We’ve uncovered a number of sources which show the use of stickers throughout the ages. The first recorded use of stickers to motivate children at school was in 1321. This fragment, recovered from the Codex Schola, part of the Little Snoring hoard, shows many similarities with the use of rewards in modern schools:
…Theyn it was, that Brother Ambrose, seeing that the chyldren dyd learn their figures right well made theym presents of paynted bark, which the other monks do call stick-ers, and which dyd have words upon them such as ‘thine work is pleasing to my master’ & ‘Thou has not erred this day and may it be so for all days to come.’ Thye children did smyle and shew them with pryde…
Moving on a few years, the Victorians had their own approach to using rewards in the schoolroom as we can see from the advertisements below:
That’s why I use stickers!
The Modern schoolmaster enjoys days of comfort and nights of ease. Weariness in the classroom is unknown to him thanks to his use of new ‘stickers’.
The Sticker Emporium have been the pioneer in ensuring children’s learning and attention. Vexatious behaviour will be a thing of the past.
Add zest to your marking, used in all schools of distinction.
Do not be fooled by inferior substitutes, our stickers are favoured by the elite connoisseur.
Ms Harshley, mistress at Harshley’s school for unruly children, says: “My students were becoming very unruly, they did not curtsey immediately when I entered the room and my arm was very sore from caning. Now I use stickers instead and the results are astonishing!”
By the modern era stickers had become almost identical to the ones we use today, and were just as popular, as these diaries of a country school mistress, Miss Smith, reveal:
January 27th 1925:
Today was very exciting. I have taken delivery of some new stickers to use with the children, they are the very latest thing and used in all of the best schools. There are lots of different designs including: ‘Ripping work’, ‘Simply toping effort’, and ‘My teacher says I’m the cat’s pyjamas!’ I believe Miss Thompson, who is the venerable matron of our school, disapproves, however it is clear that the children think the stickers are spiffing.
January 28th 1925:
Miss Thompson continues to question my methods so I presented her with some of my new stickers.
January 30th 1925:
Miss Thompson now a flapper. She has taken my stickers and gone to London to learn the Charleston.

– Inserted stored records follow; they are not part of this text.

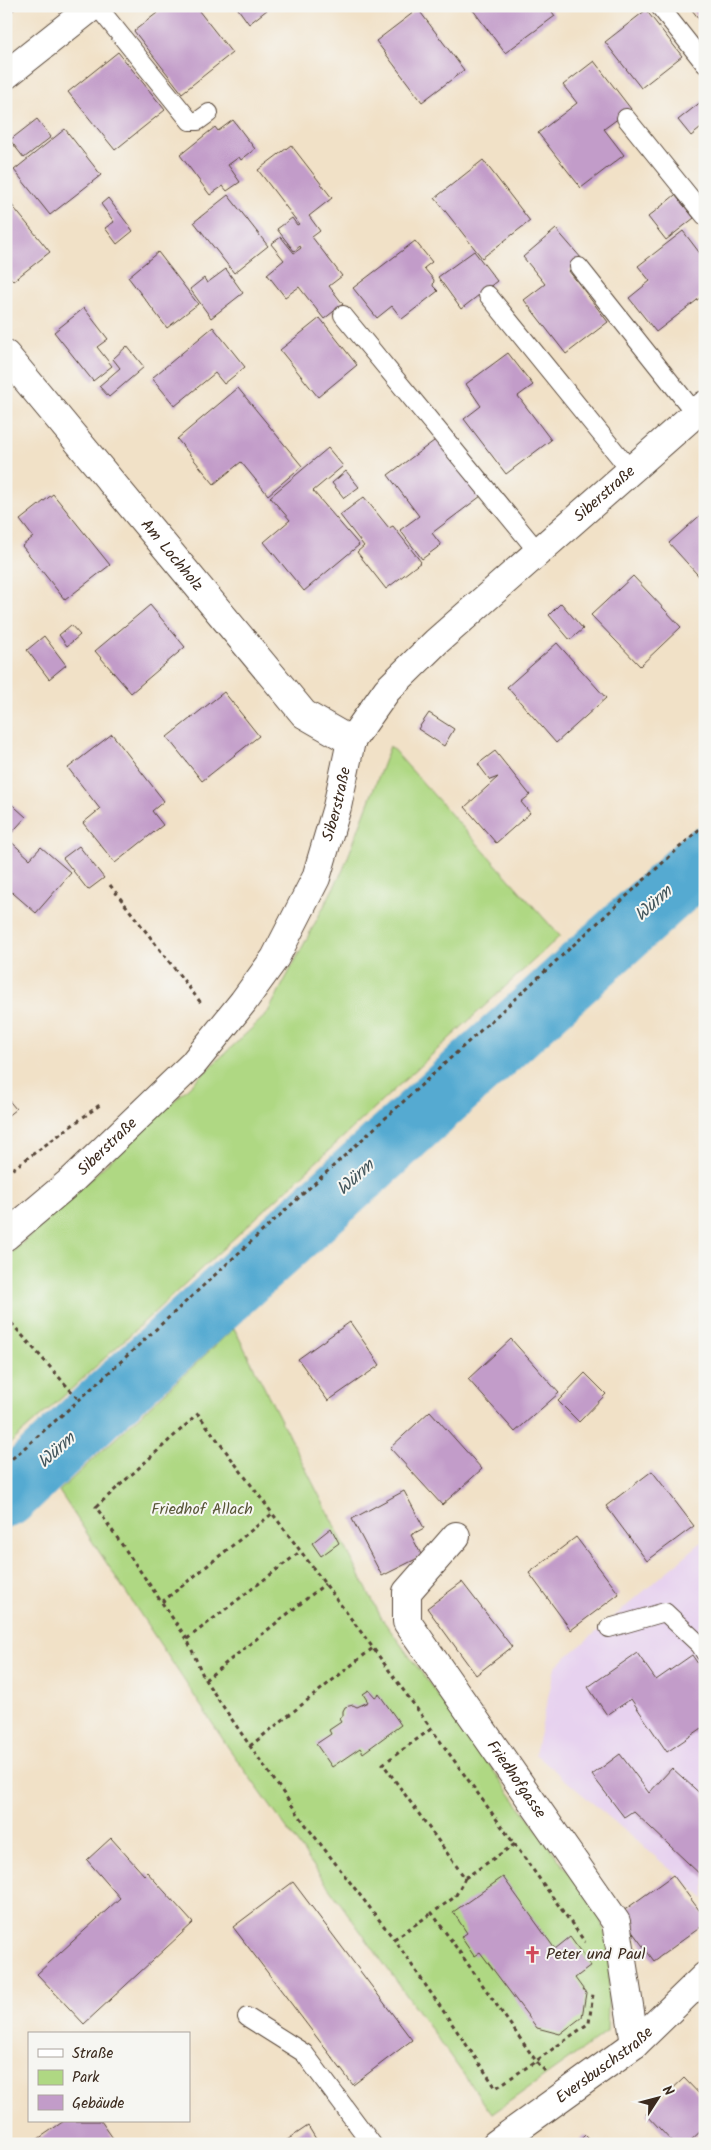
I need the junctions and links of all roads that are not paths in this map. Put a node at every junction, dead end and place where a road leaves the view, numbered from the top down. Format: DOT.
graph roads {
  1 [pos="93,6"];
  2 [pos="97,6"];
  3 [pos="660,7"];
  4 [pos="705,64"];
  5 [pos="6,75"];
  6 [pos="210,113"];
  7 [pos="626,118"];
  8 [pos="705,216"];
  9 [pos="579,267"];
  10 [pos="488,295"];
  11 [pos="344,314"];
  12 [pos="6,355"];
  13 [pos="700,409"];
  14 [pos="631,470"];
  15 [pos="539,553"];
  16 [pos="351,741"];
  17 [pos="6,1236"];
  18 [pos="456,1536"];
  19 [pos="609,1628"];
  20 [pos="705,1653"];
  21 [pos="705,1976"];
  22 [pos="247,2017"];
  23 [pos="635,2044"];
  24 [pos="372,2144"];
  25 [pos="496,2144"];
  1 -- 5 [label="street"];
  2 -- 6 [label="lane"];
  3 -- 4 [label="lane"];
  7 -- 8 [label="lane"];
  9 -- 13 [label="lane"];
  10 -- 14 [label="lane"];
  11 -- 15 [label="lane"];
  12 -- 16 [label="street, Am Lochholz"];
  13 -- 14 [label="street, Siberstraße"];
  14 -- 15 [label="street, Siberstraße"];
  15 -- 16 [label="street, Siberstraße"];
  16 -- 17 [label="street, Siberstraße"];
  18 -- 23 [label="street, Friedhofgasse"];
  19 -- 20 [label="lane"];
  21 -- 23 [label="street, Eversbuschstraße"];
  22 -- 24 [label="lane"];
  23 -- 25 [label="street, Eversbuschstraße"];
}
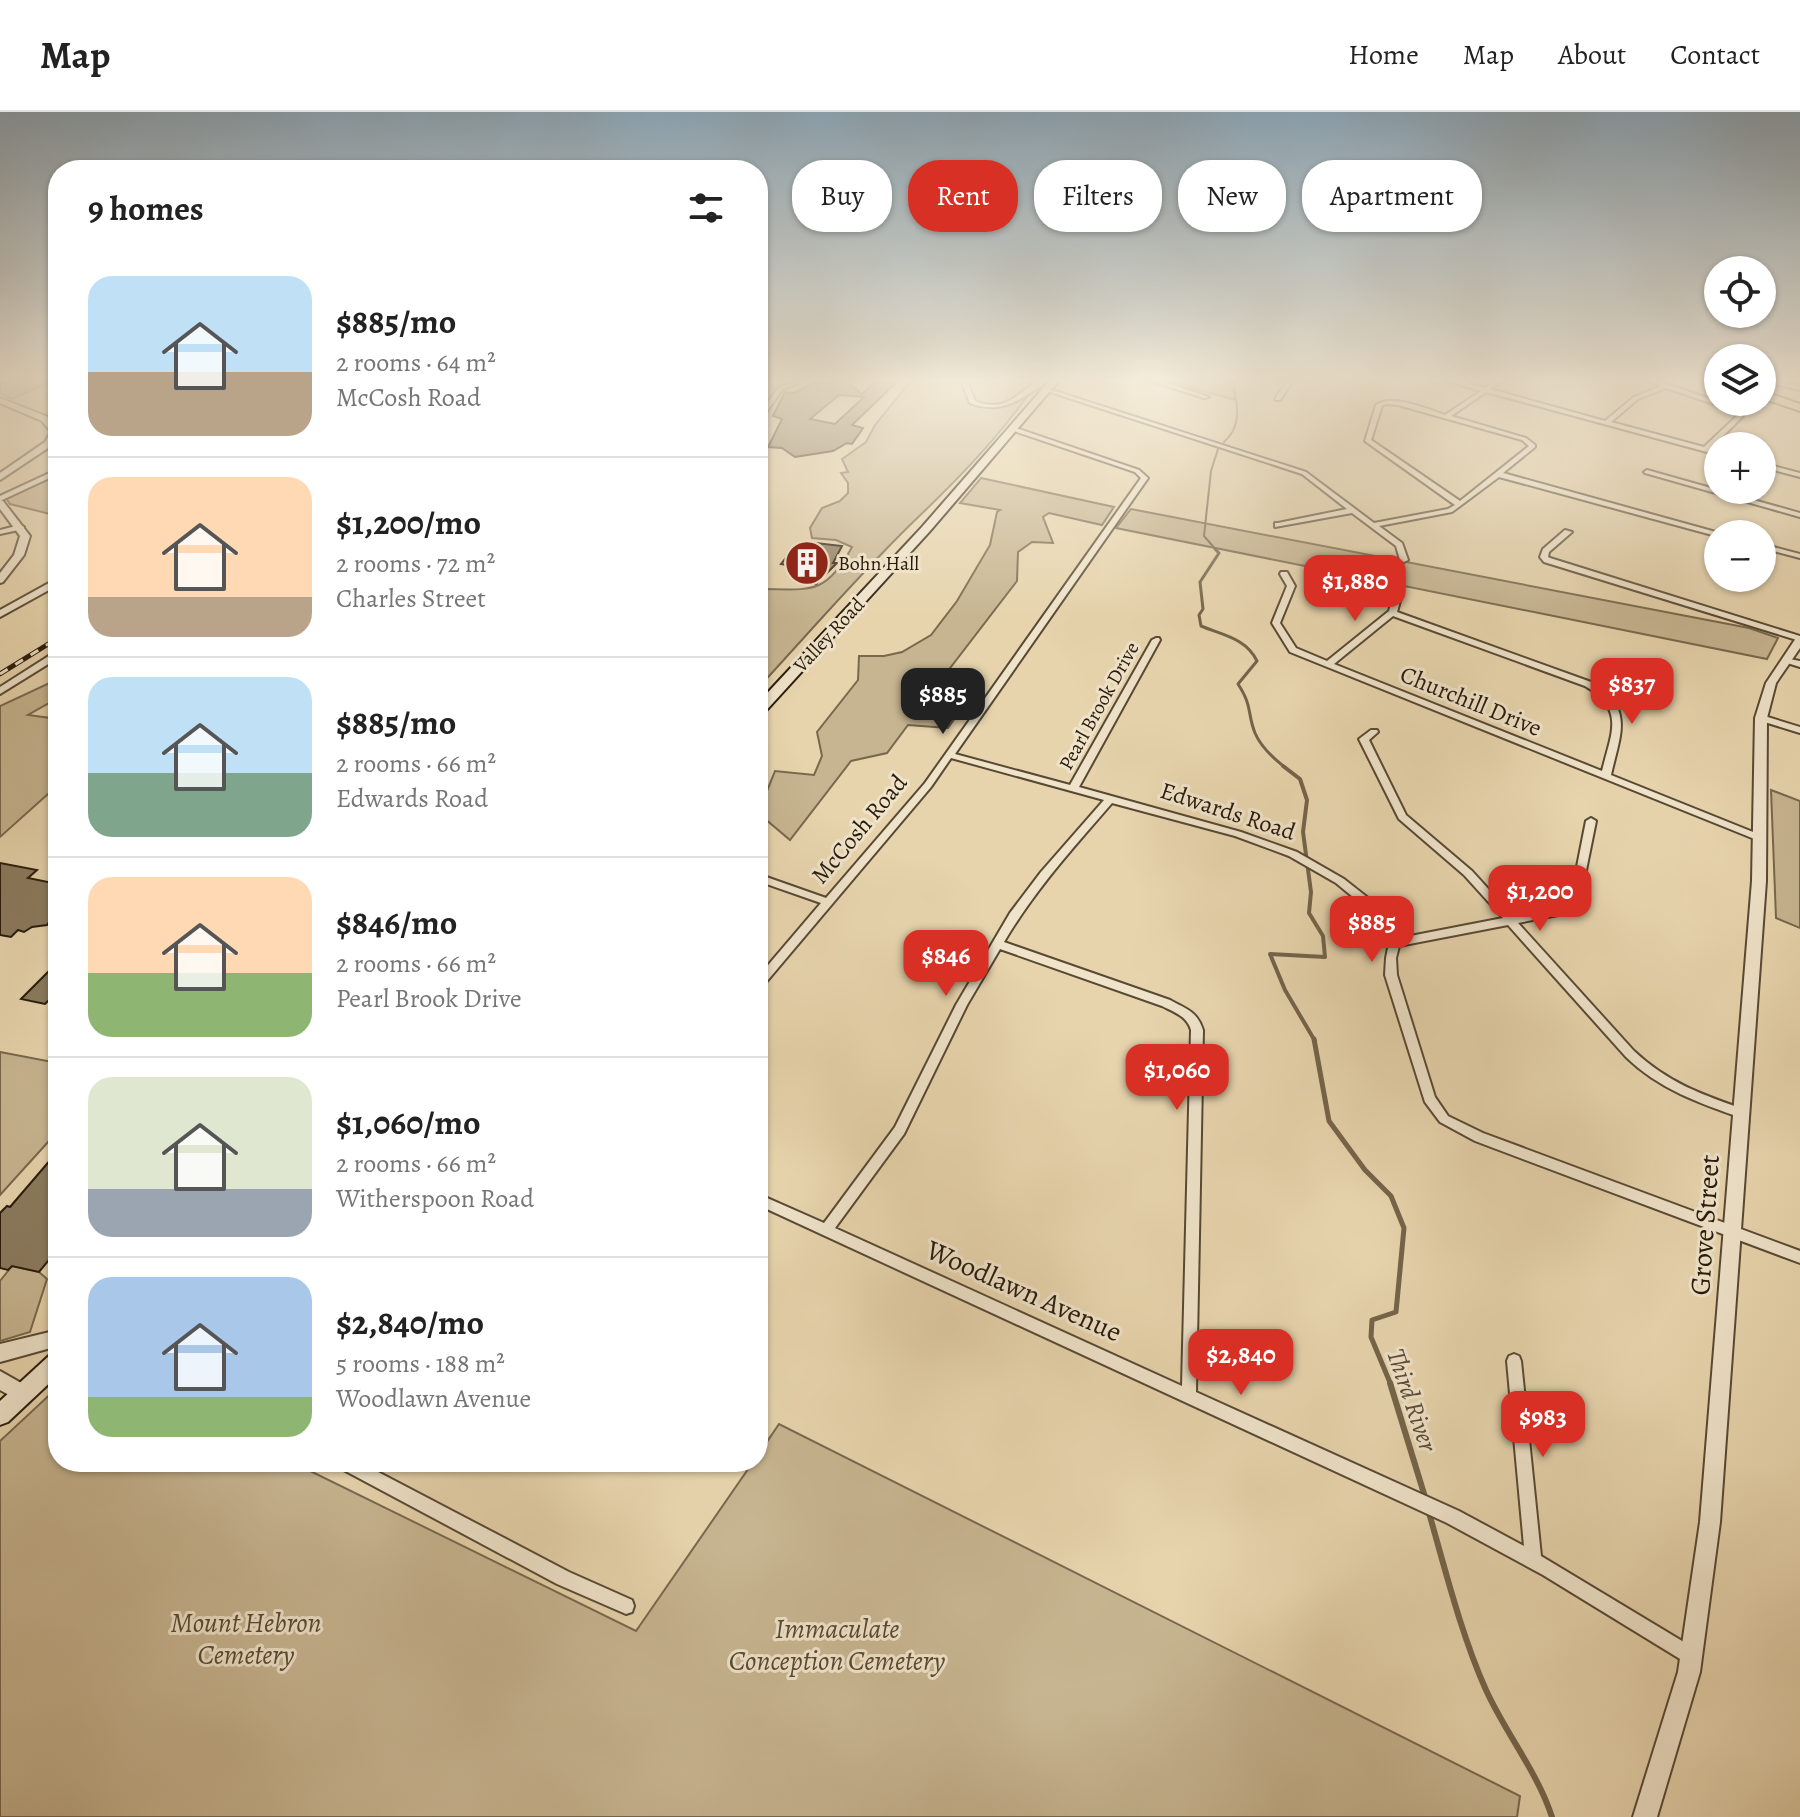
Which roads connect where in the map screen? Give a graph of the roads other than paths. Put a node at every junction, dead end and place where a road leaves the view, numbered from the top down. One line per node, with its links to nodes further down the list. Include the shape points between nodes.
1 (28, 458): 12 (street)
2 (988, 458): 39 (main road, Valley Road)
3 (1097, 458): 43 (street, McCosh Road, via 1145,478)
4 (1260, 458): 15 (street, via 1304,473)
5 (1392, 458): 14 (street)
6 (1518, 458): 9 (street)
7 (1776, 469): 10 (street)
8 (1647, 472): 16 (street)
9 (1497, 474): 14 (street); 20 (street)
10 (1800, 475)
11 (48, 476): 13 (street)
12 (0, 477)
13 (0, 501): 19 (street)
14 (1459, 504): 18 (street, via 1441,513)
15 (1354, 510): 17 (street); 18 (street)
16 (1800, 515)
17 (1278, 525)
18 (1373, 525): 25 (street, via 1399,545)
19 (20, 527): 21 (street); 27 (street, via 23,548)
20 (1704, 530)
21 (0, 532)
22 (1568, 532): 33 (street, via 1546,551 1547,560)
23 (1776, 550): 24 (street)
24 (1800, 556)
25 (1404, 560)
26 (1284, 574): 37 (street, Churchill Drive, via 1291,586 1276,619 1281,634 1293,650)
27 (0, 580)
28 (48, 587): 31 (street)
29 (1399, 590): 30 (street)
30 (1392, 613): 37 (street); 44 (street, via 1603,692 1617,711)
31 (0, 614)
32 (1156, 640): 45 (street, Pearl Brook Drive)
33 (1800, 640): 35 (street, Grove Street)
34 (48, 660): 38 (street)
35 (1787, 660): 36 (street); 40 (street, Grove Street, via 1766,693)
36 (1800, 664)
37 (1327, 665): 44 (street, Churchill Drive)
38 (0, 691)
39 (768, 700)
40 (1761, 718): 41 (street); 48 (street, Grove Street)
41 (1800, 730)
42 (1374, 732): 51 (street, via 1364,739 1402,817 1453,859)
43 (949, 755): 45 (street, Edwards Road); 50 (street, McCosh Road)
44 (1606, 776): 48 (street, Churchill Drive)
45 (1073, 789): 46 (street, Edwards Road)
46 (1110, 799): 52 (street, Edwards Road, via 1238,834 1308,861 1387,919 1396,933); 53 (street, via 1045,874)
47 (1591, 821): 51 (street, via 1574,903)
48 (1760, 838): 55 (street, Grove Street)
49 (768, 881): 50 (street)
50 (828, 902): 54 (street, McCosh Road)
51 (1511, 921): 52 (street); 55 (street, via 1646,1070 1676,1090)
52 (1395, 943): 58 (street, via 1390,967 1396,997 1425,1091 1444,1119 1479,1137)
53 (997, 944): 57 (street, via 905,1121); 66 (street, via 1166,1003 1194,1021)
54 (768, 972)
55 (1742, 1113): 58 (street, Grove Street)
56 (768, 1204): 57 (street, Woodlawn Avenue)
57 (826, 1230): 66 (street, Woodlawn Avenue)
58 (1733, 1231): 59 (street); 71 (street, Grove Street, via 1710,1522)
59 (1800, 1257)
60 (48, 1345): 61 (street)
61 (0, 1353)
62 (48, 1357): 65 (main road)
63 (1514, 1361): 69 (street)
64 (0, 1380): 65 (street)
65 (23, 1394): 67 (main road)
66 (1189, 1394): 69 (street, Woodlawn Avenue, via 1413,1497)
67 (0, 1415)
68 (370, 1472): 70 (street, via 563,1578)
69 (1533, 1560): 71 (street, Woodlawn Avenue)
70 (626, 1606)
71 (1691, 1656): 72 (street, Grove Street)
72 (1645, 1817)

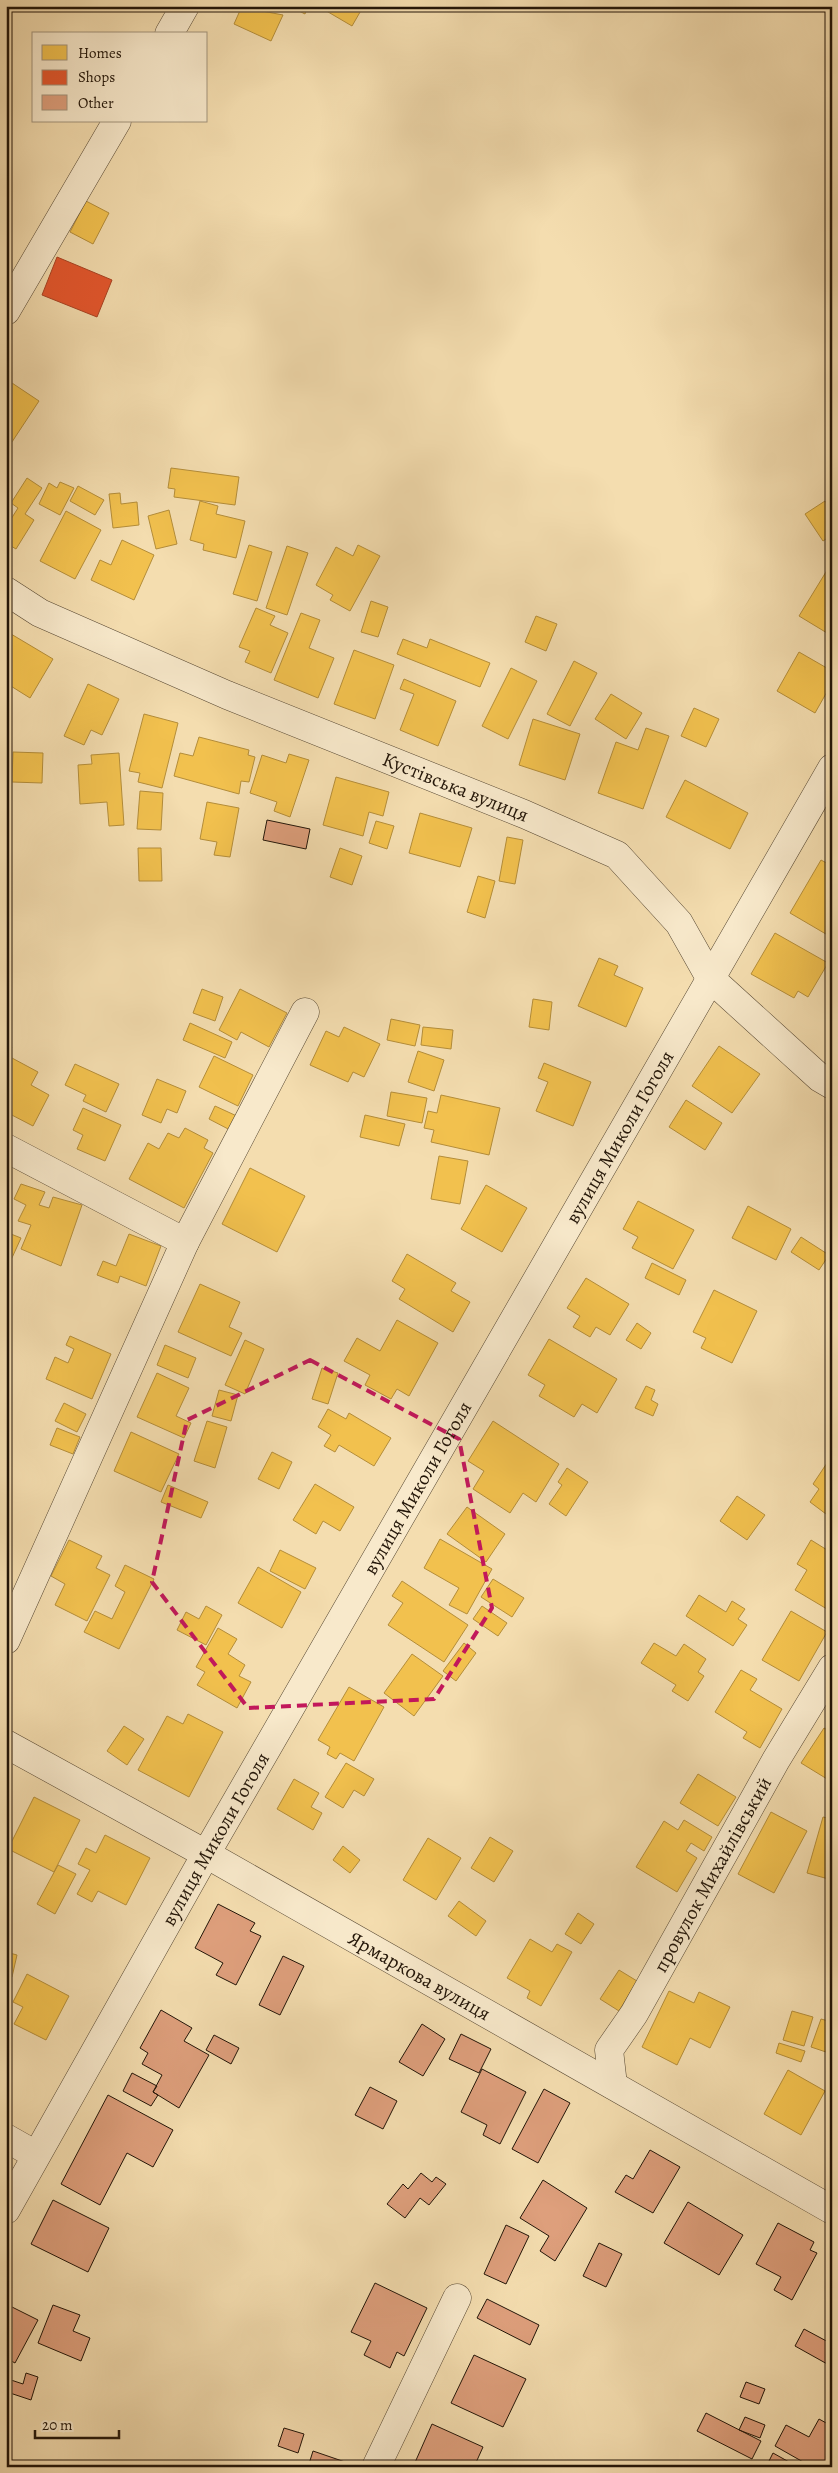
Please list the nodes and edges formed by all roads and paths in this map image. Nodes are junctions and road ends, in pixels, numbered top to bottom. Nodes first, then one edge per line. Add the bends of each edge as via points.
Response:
1 (185, 6) edge
2 (170, 32) edge
3 (116, 122) edge
4 (6, 311) edge
5 (6, 591) edge
6 (832, 768) edge
7 (710, 978) junction
8 (304, 1012) dead end
9 (832, 1084) edge
10 (6, 1148) edge
11 (184, 1242) junction
12 (6, 1640) edge
13 (832, 1668) edge
14 (6, 1744) edge
15 (206, 1854) junction
16 (613, 2085) junction
17 (6, 2138) edge
18 (36, 2155) junction
19 (6, 2210) edge
20 (832, 2210) edge
21 (457, 2298) dead end
22 (376, 2467) edge

1 - 2 street
3 - 4 street
5 - 7 street, Кустівська вулиця via 40,613 227,695 524,814 617,855 679,923
6 - 7 street, вулиця Миколи Гоголя
7 - 9 street, Кустівська вулиця via 820,1078
7 - 15 street, вулиця Миколи Гоголя
8 - 11 street
10 - 11 street
11 - 12 street
13 - 16 street, провулок Михайлівський via 776,1760 634,2014 609,2050
14 - 15 street, Ярмаркова вулиця
15 - 16 street, Ярмаркова вулиця
15 - 18 street, вулиця Миколи Гоголя
16 - 20 street, Ярмаркова вулиця
17 - 18 street
18 - 19 street, вулиця Миколи Гоголя
21 - 22 street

We’ll leave it there for now, but will publish some more of our findings in the not too distant future! If you know any history of the use of stickers and rewards in schools we’d love to hear about it. Drop us a line to firstname.lastname@example.org, or get in touch on our facebook and twitter pages. And of course, you can head over to our website for a brilliant array of stickers and rewards.
As always, thanks for reading!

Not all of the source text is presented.